We stay in France, where once more a whore dialogue is worth mentioning. L'Escole des Filles ou la Philosophie des dames, translated into English as The School of Venus is a typical whore dialogue in which an experienced older woman explains the 'birds and the bees' in realistic terms to a young virgin. First published in 1655, it references few existing erotic works such as Ovid and Sappho and is limited to erotic passages interspersed with sex education. Suzanne has just explained to Fanchon the operation and purpose of the male erection:
Fanchon: And when it gets bigger, as you describe, he then puts it in the girl?
Suzanne: Of course, otherwise he would not be able to, but even then there is still fun in seeing how much effort he must muster to enter the girl, because he does not enter at once, as you may think, but bit by bit.

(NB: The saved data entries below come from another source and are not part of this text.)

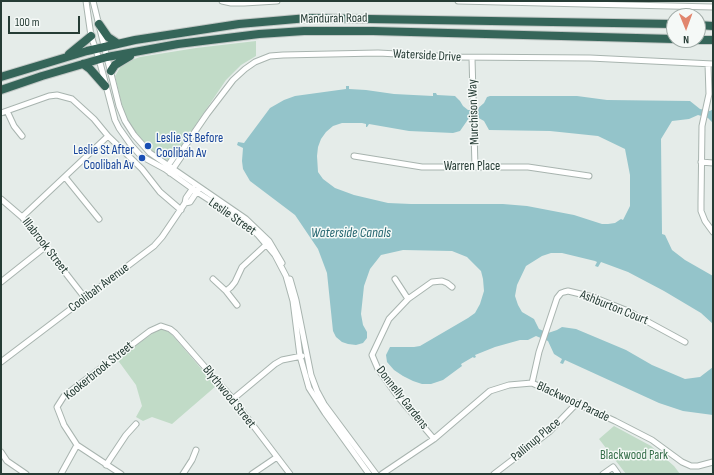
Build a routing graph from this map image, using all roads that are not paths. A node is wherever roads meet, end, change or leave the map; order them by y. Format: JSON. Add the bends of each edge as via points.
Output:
{"nodes":[{"id":1,"x":86,"y":1,"type":"edge"},
{"id":2,"x":93,"y":1,"type":"edge"},
{"id":3,"x":222,"y":1,"type":"edge"},
{"id":4,"x":277,"y":1,"type":"edge"},
{"id":5,"x":458,"y":1,"type":"edge"},
{"id":6,"x":648,"y":3,"type":"edge"},
{"id":7,"x":713,"y":7,"type":"edge"},
{"id":8,"x":99,"y":24,"type":"junction"},
{"id":9,"x":666,"y":24,"type":"edge"},
{"id":10,"x":91,"y":36,"type":"junction"},
{"id":11,"x":666,"y":39,"type":"edge"},
{"id":12,"x":117,"y":43,"type":"junction"},
{"id":13,"x":105,"y":46,"type":"junction"},
{"id":14,"x":96,"y":48,"type":"junction"},
{"id":15,"x":138,"y":52,"type":"junction"},
{"id":16,"x":63,"y":58,"type":"junction"},
{"id":17,"x":103,"y":58,"type":"junction"},
{"id":18,"x":472,"y":58,"type":"junction"},
{"id":19,"x":83,"y":64,"type":"junction"},
{"id":20,"x":710,"y":64,"type":"edge"},
{"id":21,"x":111,"y":70,"type":"junction"},
{"id":22,"x":1,"y":77,"type":"edge"},
{"id":23,"x":105,"y":86,"type":"junction"},
{"id":24,"x":1,"y":90,"type":"edge"},
{"id":25,"x":7,"y":111,"type":"junction"},
{"id":26,"x":1,"y":113,"type":"edge"},
{"id":27,"x":22,"y":136,"type":"dead end"},
{"id":28,"x":108,"y":136,"type":"junction"},
{"id":29,"x":354,"y":156,"type":"dead end"},
{"id":30,"x":701,"y":162,"type":"junction"},
{"id":31,"x":713,"y":163,"type":"edge"},
{"id":32,"x":476,"y":167,"type":"junction"},
{"id":33,"x":169,"y":169,"type":"junction"},
{"id":34,"x":589,"y":176,"type":"dead end"},
{"id":35,"x":65,"y":177,"type":"junction"},
{"id":36,"x":198,"y":186,"type":"junction"},
{"id":37,"x":194,"y":191,"type":"junction"},
{"id":38,"x":1,"y":199,"type":"edge"},
{"id":39,"x":181,"y":210,"type":"junction"},
{"id":40,"x":22,"y":216,"type":"junction"},
{"id":41,"x":99,"y":219,"type":"dead end"},
{"id":42,"x":713,"y":232,"type":"edge"},
{"id":43,"x":268,"y":243,"type":"junction"},
{"id":44,"x":45,"y":246,"type":"junction"},
{"id":45,"x":213,"y":279,"type":"dead end"},
{"id":46,"x":395,"y":279,"type":"dead end"},
{"id":47,"x":1,"y":282,"type":"edge"},
{"id":48,"x":452,"y":287,"type":"dead end"},
{"id":49,"x":226,"y":290,"type":"junction"},
{"id":50,"x":85,"y":298,"type":"junction"},
{"id":51,"x":408,"y":299,"type":"junction"},
{"id":52,"x":237,"y":306,"type":"dead end"},
{"id":53,"x":162,"y":326,"type":"joint"},
{"id":54,"x":685,"y":342,"type":"dead end"},
{"id":55,"x":306,"y":355,"type":"junction"},
{"id":56,"x":300,"y":356,"type":"junction"},
{"id":57,"x":1,"y":362,"type":"edge"},
{"id":58,"x":532,"y":382,"type":"junction"},
{"id":59,"x":233,"y":400,"type":"junction"},
{"id":60,"x":577,"y":403,"type":"junction"},
{"id":61,"x":136,"y":424,"type":"dead end"},
{"id":62,"x":434,"y":439,"type":"junction"},
{"id":63,"x":78,"y":445,"type":"junction"},
{"id":64,"x":196,"y":450,"type":"dead end"},
{"id":65,"x":1,"y":452,"type":"edge"},
{"id":66,"x":277,"y":457,"type":"junction"},
{"id":67,"x":713,"y":462,"type":"edge"},
{"id":68,"x":399,"y":463,"type":"junction"},
{"id":69,"x":106,"y":465,"type":"junction"},
{"id":70,"x":26,"y":474,"type":"edge"},
{"id":71,"x":61,"y":474,"type":"edge"},
{"id":72,"x":121,"y":474,"type":"edge"},
{"id":73,"x":183,"y":474,"type":"edge"},
{"id":74,"x":252,"y":474,"type":"edge"},
{"id":75,"x":290,"y":474,"type":"edge"},
{"id":76,"x":369,"y":474,"type":"edge"},
{"id":77,"x":376,"y":474,"type":"edge"},
{"id":78,"x":382,"y":474,"type":"edge"},
{"id":79,"x":386,"y":474,"type":"edge"},
{"id":80,"x":494,"y":474,"type":"edge"},
{"id":81,"x":603,"y":474,"type":"edge"},
{"id":82,"x":618,"y":474,"type":"edge"}],
"edges":[{"from":1,"to":10,"type":"street","name":"Leslie Street"},
{"from":2,"to":8,"type":"street","name":"Leslie Street"},
{"from":3,"to":4,"type":"street","via":[[231,4]]},
{"from":5,"to":6,"type":"street"},
{"from":6,"to":7,"type":"street"},
{"from":8,"to":12,"type":"highway","via":[[108,37]]},
{"from":8,"to":13,"type":"street","name":"Leslie Street"},
{"from":9,"to":12,"type":"highway","name":"Mandurah Road","via":[[308,18],[177,32]]},
{"from":10,"to":14,"type":"street","name":"Leslie Street"},
{"from":10,"to":16,"type":"highway"},
{"from":11,"to":15,"type":"highway","name":"Mandurah Road","via":[[304,31],[218,38]]},
{"from":12,"to":13,"type":"highway","name":"Mandurah Road"},
{"from":13,"to":14,"type":"highway","name":"Mandurah Road"},
{"from":13,"to":17,"type":"street","name":"Leslie Street"},
{"from":14,"to":16,"type":"highway","name":"Mandurah Road"},
{"from":14,"to":17,"type":"street","name":"Leslie Street"},
{"from":15,"to":17,"type":"highway","name":"Mandurah Road"},
{"from":15,"to":21,"type":"highway"},
{"from":16,"to":22,"type":"highway","name":"Mandurah Road"},
{"from":17,"to":19,"type":"highway","name":"Mandurah Road"},
{"from":17,"to":21,"type":"street","name":"Leslie Street"},
{"from":17,"to":23,"type":"street","name":"Leslie Street"},
{"from":18,"to":20,"type":"street","name":"Waterside Drive","via":[[590,58]]},
{"from":18,"to":32,"type":"street","name":"Murchison Way"},
{"from":18,"to":33,"type":"street","name":"Waterside Drive","via":[[378,53],[270,56],[255,62],[233,80],[183,149],[176,154]]},
{"from":19,"to":23,"type":"highway"},
{"from":19,"to":24,"type":"highway","name":"Mandurah Road"},
{"from":20,"to":30,"type":"street","via":[[709,94],[702,126]]},
{"from":21,"to":33,"type":"street","name":"Leslie Street","via":[[119,106],[128,128],[140,143]]},
{"from":23,"to":33,"type":"street","name":"Leslie Street","via":[[115,120],[137,152]]},
{"from":25,"to":26,"type":"street"},
{"from":25,"to":27,"type":"street"},
{"from":25,"to":28,"type":"street","via":[[57,95],[79,104]]},
{"from":28,"to":35,"type":"street"},
{"from":28,"to":39,"type":"street","via":[[160,192]]},
{"from":29,"to":32,"type":"street","name":"Warren Place","via":[[422,167]]},
{"from":30,"to":31,"type":"street"},
{"from":30,"to":42,"type":"street","via":[[701,211]]},
{"from":32,"to":34,"type":"street","name":"Warren Place","via":[[533,167]]},
{"from":33,"to":36,"type":"street","name":"Leslie Street"},
{"from":33,"to":37,"type":"street","name":"Leslie Street"},
{"from":35,"to":40,"type":"street"},
{"from":35,"to":41,"type":"street"},
{"from":36,"to":37,"type":"street","name":"Coolibah Avenue"},
{"from":36,"to":43,"type":"street","name":"Leslie Street","via":[[246,219]]},
{"from":37,"to":39,"type":"street","name":"Coolibah Avenue","via":[[186,198]]},
{"from":37,"to":43,"type":"street","name":"Leslie Street","via":[[245,223]]},
{"from":38,"to":40,"type":"street","name":"Illabrook Street"},
{"from":39,"to":50,"type":"street","name":"Coolibah Avenue","via":[[154,246]]},
{"from":40,"to":44,"type":"street","name":"Illabrook Street"},
{"from":43,"to":49,"type":"street","via":[[242,267],[235,282]]},
{"from":43,"to":55,"type":"street","name":"Leslie Street","via":[[278,253],[289,275]]},
{"from":43,"to":56,"type":"street","name":"Leslie Street","via":[[286,276],[293,301]]},
{"from":44,"to":47,"type":"street"},
{"from":44,"to":50,"type":"street","name":"Illabrook Street"},
{"from":45,"to":49,"type":"street"},
{"from":46,"to":51,"type":"street"},
{"from":48,"to":51,"type":"street","name":"Donnelly Gardens","via":[[442,281],[432,282]]},
{"from":49,"to":52,"type":"street"},
{"from":50,"to":57,"type":"street","name":"Coolibah Avenue"},
{"from":51,"to":62,"type":"street","name":"Donnelly Gardens","via":[[389,319],[372,355],[378,369],[399,398]]},
{"from":53,"to":59,"type":"street","name":"Blythwood Street","via":[[175,333]]},
{"from":53,"to":63,"type":"street","name":"Kookerbrook Street","via":[[150,331],[64,396],[57,407],[64,425]]},
{"from":54,"to":58,"type":"street","name":"Ashburton Court","via":[[628,311],[593,297],[568,291],[561,293],[557,298]]},
{"from":55,"to":56,"type":"street"},
{"from":55,"to":77,"type":"street","name":"Leslie Street","via":[[311,375],[324,404]]},
{"from":56,"to":59,"type":"street","via":[[275,364]]},
{"from":56,"to":76,"type":"street","name":"Leslie Street","via":[[309,388]]},
{"from":58,"to":60,"type":"street","name":"Blackwood Parade"},
{"from":58,"to":62,"type":"street","name":"Blackwood Parade","via":[[509,385],[490,392]]},
{"from":59,"to":66,"type":"street","name":"Blythwood Street"},
{"from":60,"to":67,"type":"street","name":"Blackwood Parade","via":[[652,440],[691,466]]},
{"from":60,"to":80,"type":"street","name":"Pallinup Place","via":[[549,432]]},
{"from":61,"to":69,"type":"street"},
{"from":62,"to":68,"type":"street","name":"Blackwood Parade"},
{"from":63,"to":69,"type":"street","name":"Kookerbrook Street"},
{"from":63,"to":71,"type":"street"},
{"from":64,"to":73,"type":"street"},
{"from":65,"to":70,"type":"street","via":[[7,461]]},
{"from":66,"to":74,"type":"street"},
{"from":66,"to":75,"type":"street","name":"Blythwood Street"},
{"from":68,"to":78,"type":"street","name":"Blackwood Parade"},
{"from":68,"to":79,"type":"street","name":"Blackwood Parade"},
{"from":69,"to":72,"type":"street","name":"Kookerbrook Street"},
{"from":81,"to":82,"type":"street","via":[[613,467]]}]}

Sometimes a boy is bathing in sweat before he can put it in completely, because the girl is not broad enough - but it does bring more pleasure as the girl feels his machine opening her boldly and rubbing hard against the edge of her pussy, giving her exquisite and violent pleasure.

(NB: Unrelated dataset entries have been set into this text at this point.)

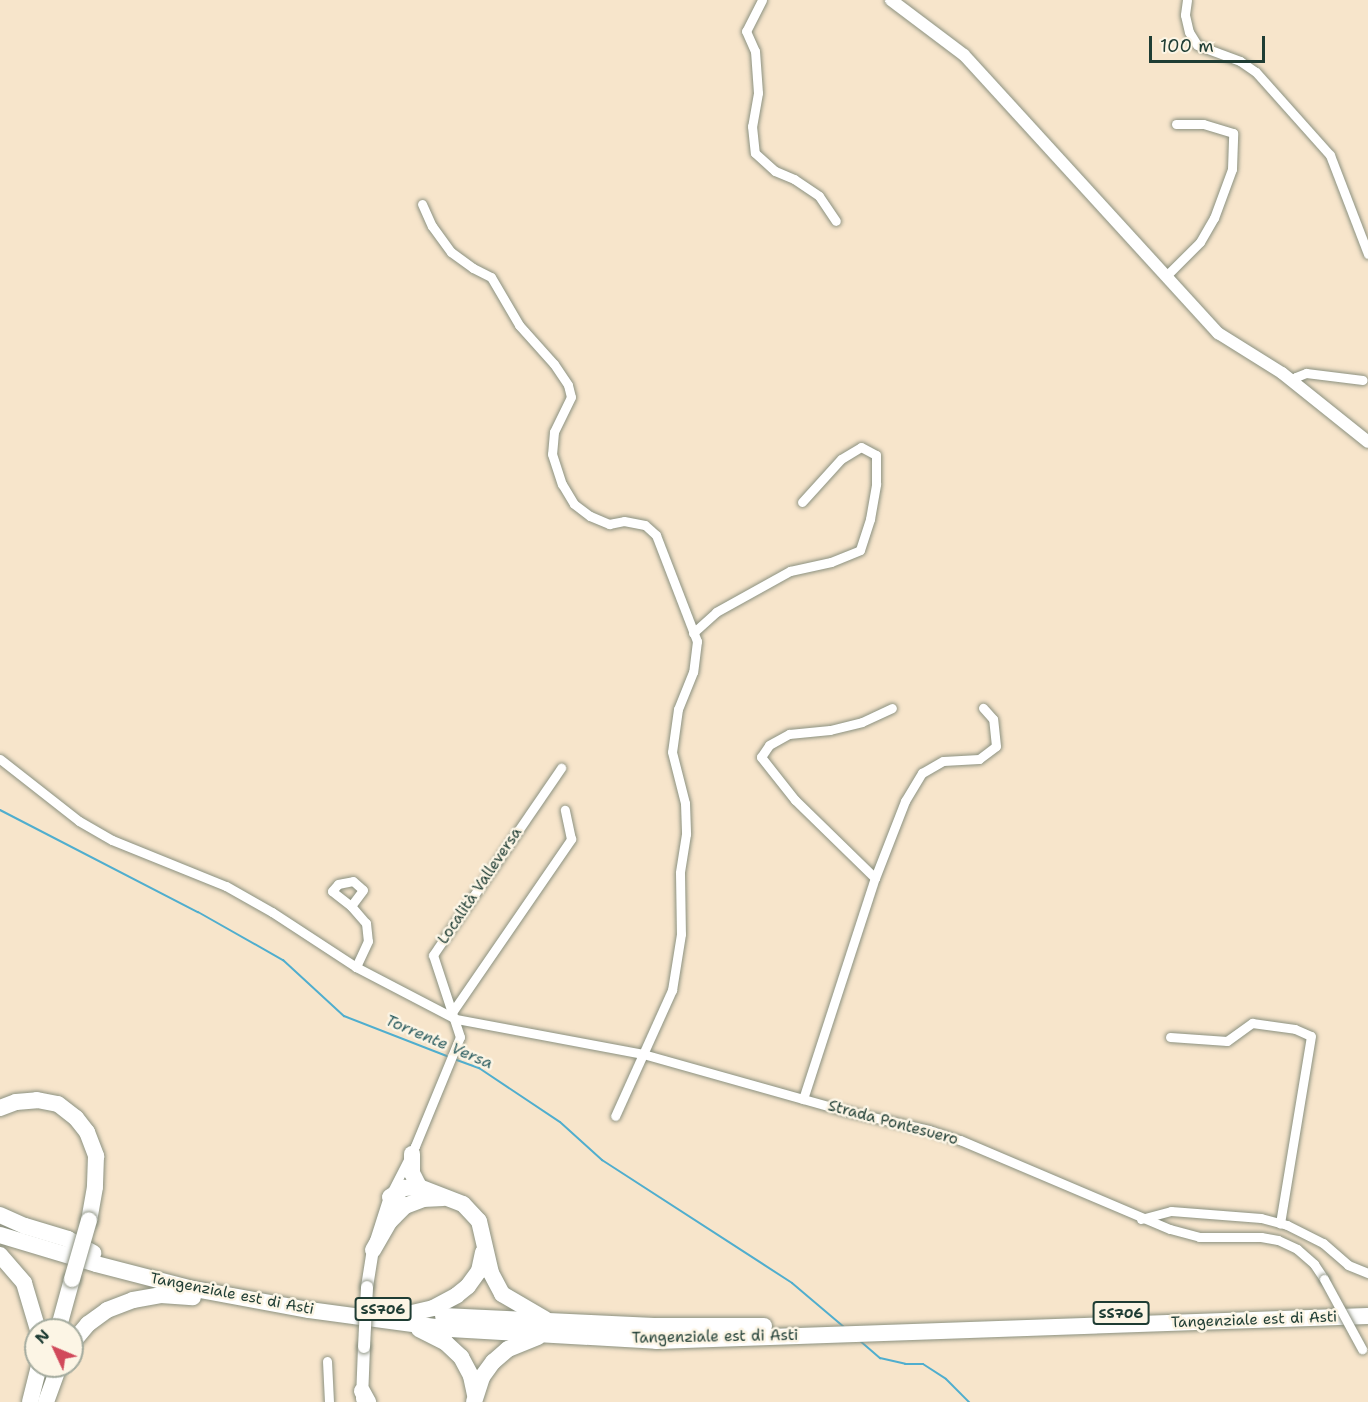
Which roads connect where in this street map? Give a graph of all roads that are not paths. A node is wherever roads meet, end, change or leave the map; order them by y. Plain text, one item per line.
1 (762, 0) edge
2 (1187, 0) edge
3 (892, 1) edge
4 (1176, 124) dead end
5 (422, 204) dead end
6 (836, 220) dead end
7 (1368, 254) edge
8 (1166, 276) junction
9 (1363, 380) dead end
10 (1296, 385) junction
11 (1368, 442) edge
12 (802, 502) dead end
13 (693, 633) junction
14 (892, 708) dead end
15 (983, 708) dead end
16 (0, 759) edge
17 (561, 768) dead end
18 (565, 810) dead end
19 (875, 878) junction
20 (351, 906) dead end
21 (356, 967) junction
22 (455, 1015) junction
23 (1170, 1037) dead end
24 (643, 1054) junction
25 (803, 1099) junction
26 (0, 1108) edge
27 (615, 1116) dead end
28 (412, 1154) junction
29 (419, 1187) junction
30 (390, 1197) junction
31 (447, 1198) junction
32 (405, 1206) junction
33 (0, 1215) edge
34 (1141, 1219) junction
35 (1280, 1223) junction
36 (0, 1225) edge
37 (0, 1235) edge
38 (485, 1245) junction
39 (373, 1250) junction
40 (0, 1255) edge
41 (97, 1255) junction
42 (1368, 1273) edge
43 (1368, 1304) edge
44 (309, 1310) junction
45 (1368, 1316) edge
46 (34, 1318) edge
47 (61, 1318) edge
48 (410, 1318) junction
49 (549, 1328) junction
50 (878, 1328) junction
51 (84, 1329) edge
52 (1365, 1353) edge
53 (327, 1361) dead end
54 (36, 1378) edge
55 (46, 1378) edge
56 (55, 1378) edge
57 (364, 1398) edge
58 (474, 1399) edge
59 (30, 1402) edge
60 (39, 1402) edge
61 (46, 1402) edge
62 (329, 1402) edge

1 - 6 street
2 - 7 street
3 - 8 street
4 - 8 street
5 - 13 street
8 - 10 street
9 - 10 street
10 - 11 street
12 - 13 street
13 - 24 street
14 - 19 street
15 - 19 street
16 - 21 street, Strada Pontesuero
17 - 22 street, Località Valleversa
18 - 22 street
19 - 25 street
20 - 21 street
21 - 22 street, Strada Pontesuero
22 - 24 street, Strada Pontesuero
22 - 28 street
23 - 35 street
24 - 25 street, Strada Pontesuero
24 - 27 street
25 - 34 street, Strada Pontesuero
26 - 47 highway, bridge
28 - 29 highway
28 - 30 street
29 - 30 highway
29 - 31 highway
30 - 32 highway
30 - 39 street
31 - 32 highway
31 - 38 highway
32 - 39 highway
33 - 41 highway
34 - 35 street
34 - 52 street, Strada Pontesuero, bridge
35 - 42 street
36 - 41 highway, Tangenziale est di Asti / SS706
37 - 44 highway, Tangenziale est di Asti / SS706
38 - 48 highway
38 - 49 highway
39 - 57 street, bridge
40 - 46 highway
41 - 48 highway, Tangenziale est di Asti / SS706
43 - 50 highway, Tangenziale est di Asti / SS706
44 - 48 highway, Tangenziale est di Asti / SS706
44 - 51 highway
45 - 50 highway, Tangenziale est di Asti / SS706
48 - 49 highway, Tangenziale est di Asti / SS706
48 - 58 highway
49 - 50 highway, Tangenziale est di Asti / SS706
49 - 50 highway, Tangenziale est di Asti / SS706
49 - 58 highway
53 - 62 street
54 - 59 highway
55 - 60 highway
56 - 61 highway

Fanchon: Not me! I would be afraid that it would damage me.
Suzanne: No way my dear. It just gives a girl great pleasure. Obviously, the first blast of the horn, the one to enter her, provokes a slight twinge of discomfort, because the pussy is not used to it, but afterwards it only awakens and supplies the greatest pleasure in the world. (tr. JW Geerinck)
Shortly after its publication, the book is burnt by French officials and its author, Michel Millot, is hanged in effigy.
L'Escole des Filles is also known in England. One of the first reports of masturbation while reading a book is found in the 1668 diary entry of the British administrator Samuel Pepys (1633-1703), who admits to buying it, 'pleasuring' himself with it and then throwing it into the fire. Especially Pepys' description of his 'pleasure' is amusing. As is often the case, diary writers use gibberish consisting of a mixture of Latin, French, Spanish, in short, all the languages that an accidental finder of the journal should prevent to understand it. The journal of Pepys reads: ‘… but it did hazer my prick para stand all the while, and una vez to décharger.’ An attentive reader only needs the word prick and décharger to understand just what Pepys' member has discharged.